***** Data for the task

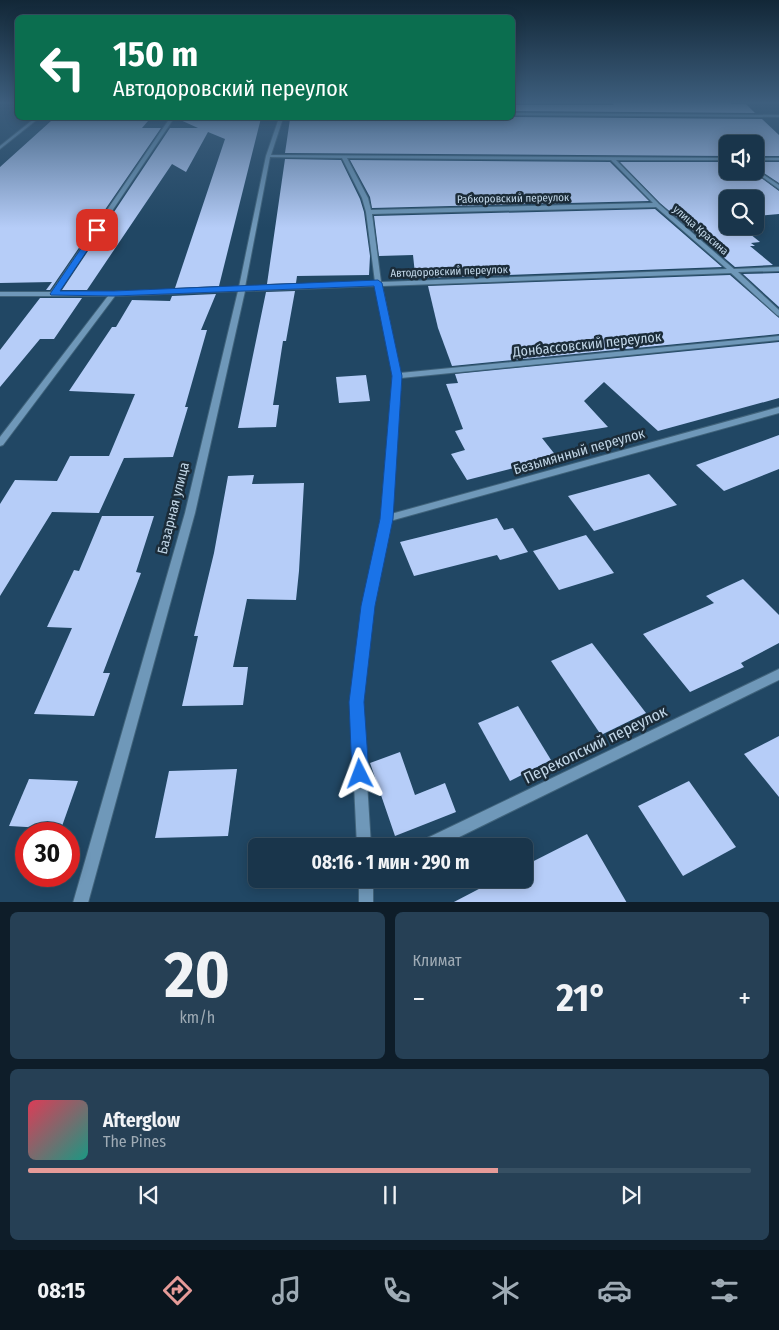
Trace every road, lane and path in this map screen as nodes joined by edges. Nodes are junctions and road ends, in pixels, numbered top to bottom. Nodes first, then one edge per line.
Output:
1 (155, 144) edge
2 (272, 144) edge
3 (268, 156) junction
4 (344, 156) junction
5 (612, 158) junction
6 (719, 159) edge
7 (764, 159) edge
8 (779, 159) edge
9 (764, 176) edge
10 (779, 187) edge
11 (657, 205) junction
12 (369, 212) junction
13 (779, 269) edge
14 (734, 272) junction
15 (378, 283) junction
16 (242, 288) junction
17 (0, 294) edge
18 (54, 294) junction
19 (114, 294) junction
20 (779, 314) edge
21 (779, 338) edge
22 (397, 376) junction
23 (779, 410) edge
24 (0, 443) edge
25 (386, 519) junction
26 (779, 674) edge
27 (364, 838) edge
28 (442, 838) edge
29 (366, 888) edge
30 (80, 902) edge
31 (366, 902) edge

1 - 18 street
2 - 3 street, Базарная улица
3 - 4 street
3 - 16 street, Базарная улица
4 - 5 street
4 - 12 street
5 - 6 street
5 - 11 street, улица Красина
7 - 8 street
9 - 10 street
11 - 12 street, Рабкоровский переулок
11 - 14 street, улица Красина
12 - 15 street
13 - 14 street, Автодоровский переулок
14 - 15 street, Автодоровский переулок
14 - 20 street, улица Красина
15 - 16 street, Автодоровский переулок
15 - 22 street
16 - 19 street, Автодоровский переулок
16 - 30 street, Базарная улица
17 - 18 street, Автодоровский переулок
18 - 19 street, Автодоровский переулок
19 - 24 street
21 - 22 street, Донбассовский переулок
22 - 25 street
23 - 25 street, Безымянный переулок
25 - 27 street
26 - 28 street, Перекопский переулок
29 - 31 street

**********
***** Data for the task

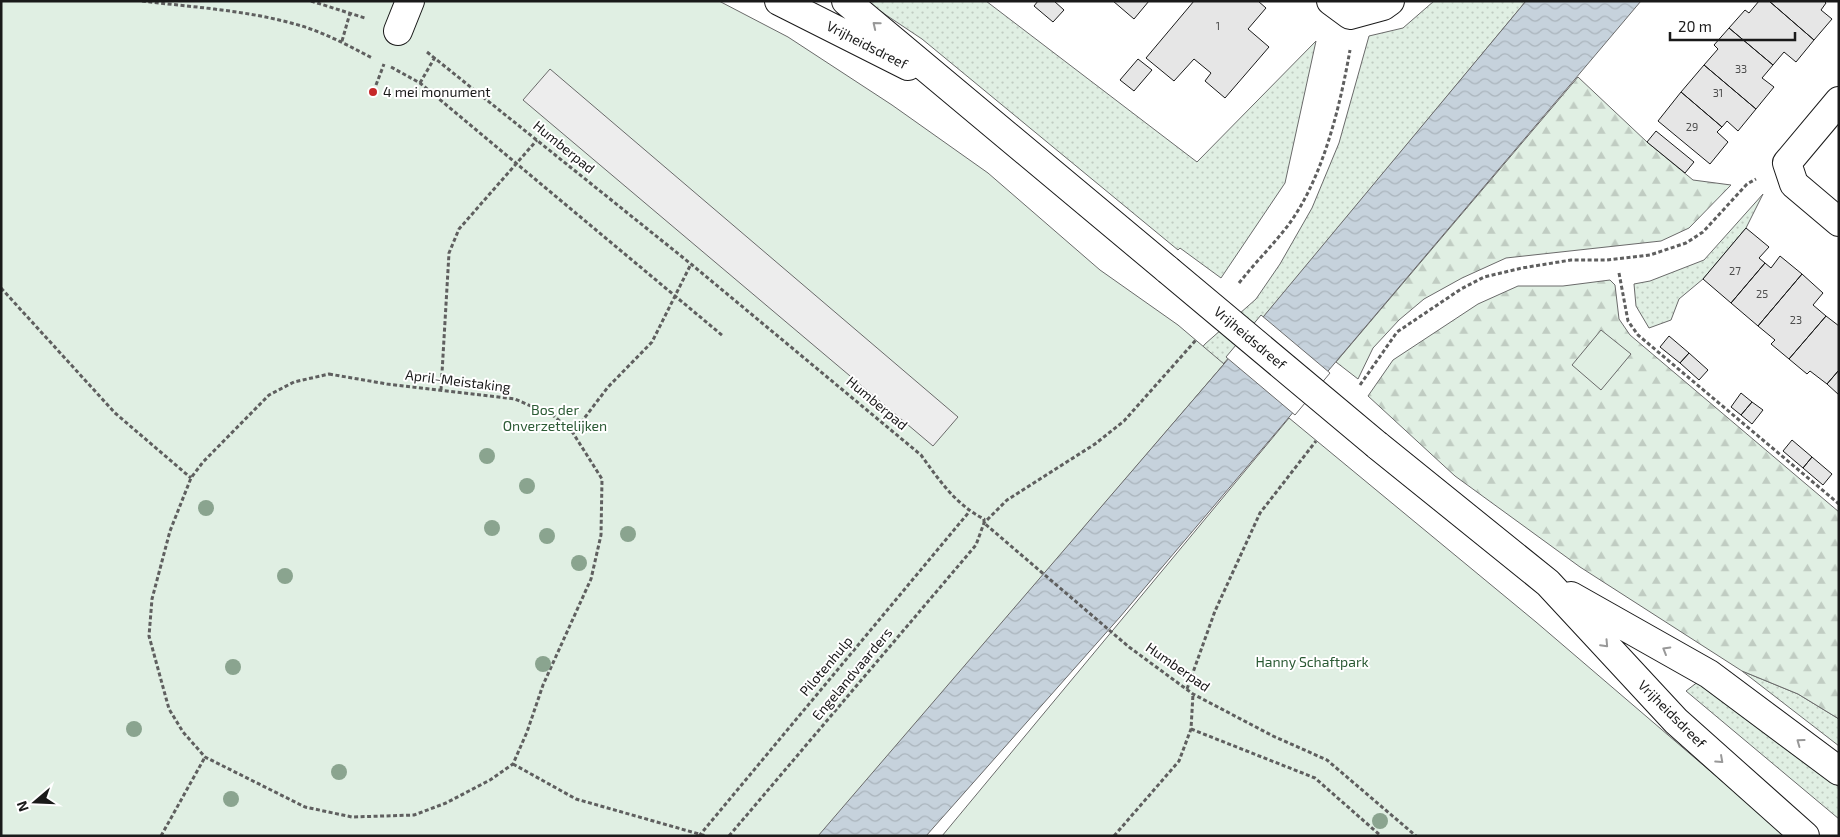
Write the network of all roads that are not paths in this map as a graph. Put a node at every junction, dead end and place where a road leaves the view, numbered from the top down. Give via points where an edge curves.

**********

- [Task objective]: From the data above, copy each line where the string "every" appears.

- [Result below]:
Trace every road, lane and path in this map screen as nodes joined by edges. Nodes are junctions and road ends, in pixels, numbered top to bottom. Nodes first, then one edge per line.
Write the network of all roads that are not paths in this map as a graph. Put a node at every junction, dead end and place where a road leaves the view, numbered from the top down. Give via points where an edge curves.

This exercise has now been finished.